In spectrometry, a line is used to develop a calibration between concentration, c, and absorbance, x, according to beer’s law.

c = bx + int (2)
It is possible to extend the regression relation to multiple concentration and absorbance variables. A vector is denoted by using a boldface lower case character, and a matrix is denoted by a boldface upper case character. The concentration vector includes the concentration of n sample constituents, a 1 by n dimensional vector.

c = xB + int (3)
Note that equation 3 has a 1 by n vector of concentrations(1 sample with n constituents), a 1 by m vector of spectral measurements, x, and an n by m matrix of regression coefficients(slopes) to be solved: (1 by m)(m by n) gives a 1 by n dimensional concentration vector.
If c and x are mean-centered, the intercept term is zero.

c = xB (4)
Equation 4 is the form of a multivariate predictive model that is used in the estimation of the property or concentration values of a sample with measured spectral response x. The predictive model is defined by B, the matrix of regression coefficients. A multivariate calibration model must be calculated to obtain B. In the calibration sequence, multiple samples are required to ensure a unique solution of B and the variables in the expression are all matrices.
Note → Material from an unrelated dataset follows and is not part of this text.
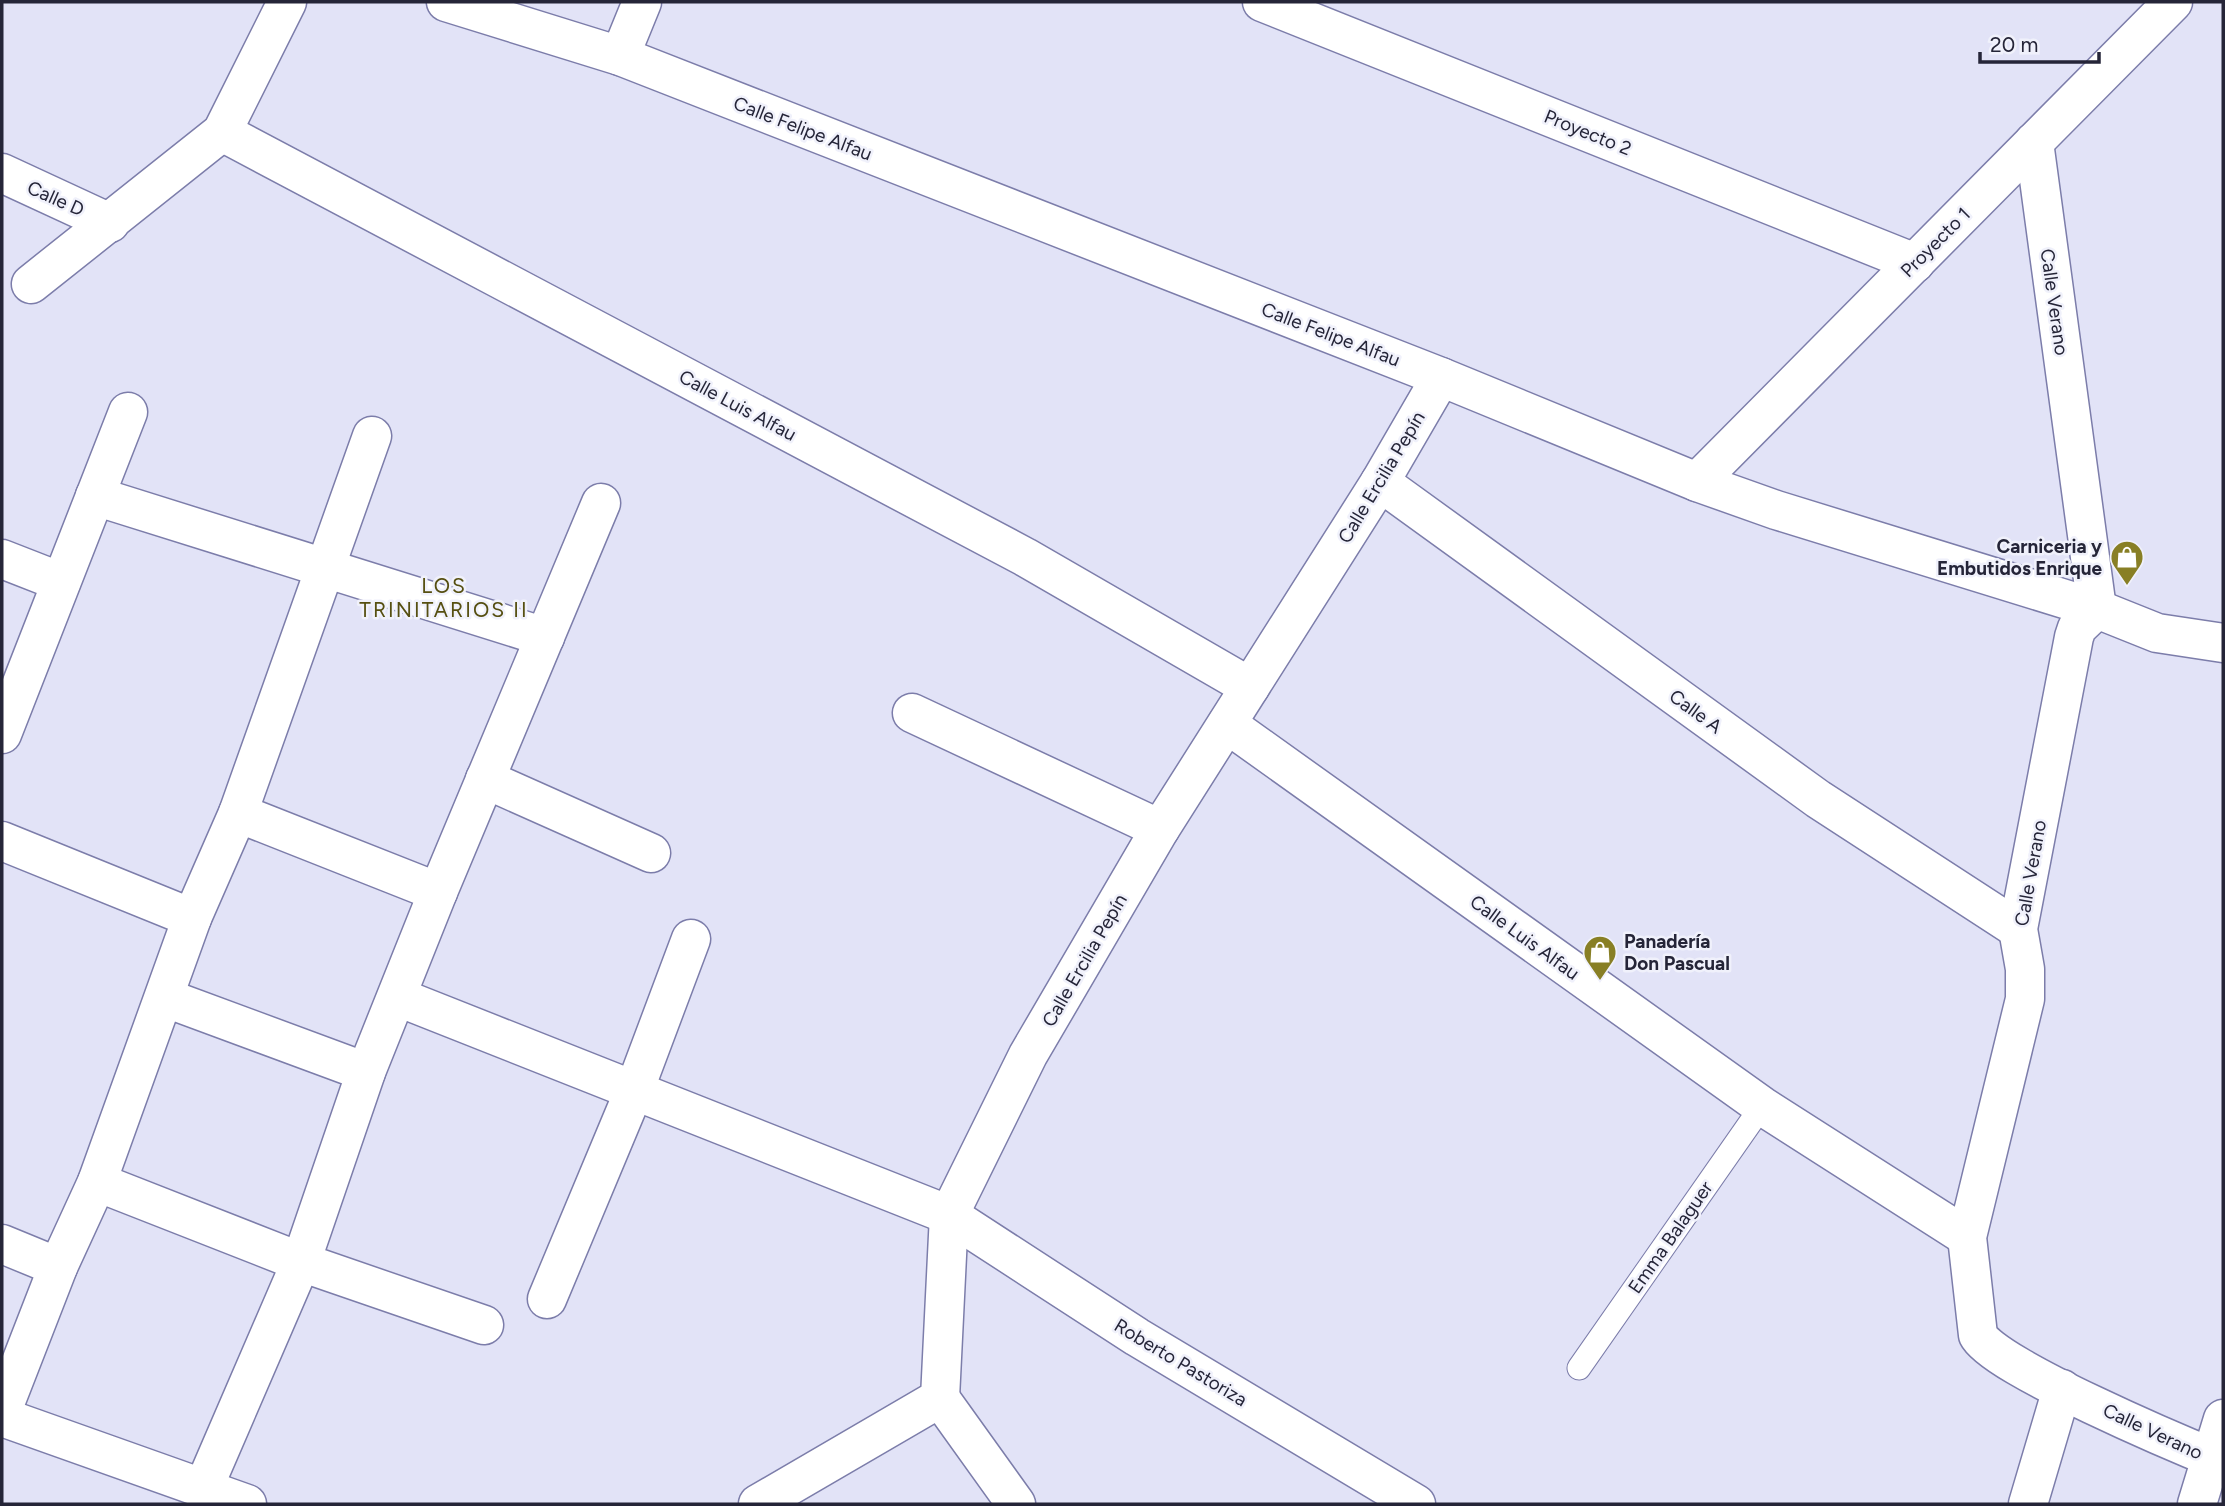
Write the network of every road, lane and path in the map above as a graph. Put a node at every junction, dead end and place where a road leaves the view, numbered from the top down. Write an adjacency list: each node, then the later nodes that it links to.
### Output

C = XB (5)The matrix of unknown free parameters, B, is solved by a multivariable matrix regression

B = (X^TX) ^-1 X^TC (6)
Where the superscript ^T is used to denote the matrix transpose, and the superscript ^-1 is used to denote the matrix inverse.
It is important to note that the matrix B, is dimensioned as m by n, the number of number of wavelengths, m, by the number of constituents, n. Equations 5-6 describe the multiple linear regression model, MLR. If it is desired to increase the available spectral information in the model, more spectral wavelengths are included. One of the problems with MLR is that the size of the B matrix of unknowns grows rapidly as more spectral wavelengths are included in the regression model. This means that the number of calibration samples with known property/concentration values must also grow rapidly as more wavelengths are included in the model. The failure to use an adequate number of calibration samples can result if a catastrophic failure of the model in the prediction mode. Another problem with MLR is that, for spectral data that exhibit subtle variations with the typical process variation, the matrix inverse step is poorly conditioned. A poorly conditioned system will lead to large errors in the computation of the regression coefficient matrix B, and resulting poor prediction accuracy. A poorly conditioned calibration matrix will lead to models that will be extremely unreliable in predicting on samples with spectra that are dissimilar to those spectra contained in the calibration set data. Dissimilar spectra are likely to be encountered with a changeover in blending feedstock or formulation (winter/summer) changes in the product.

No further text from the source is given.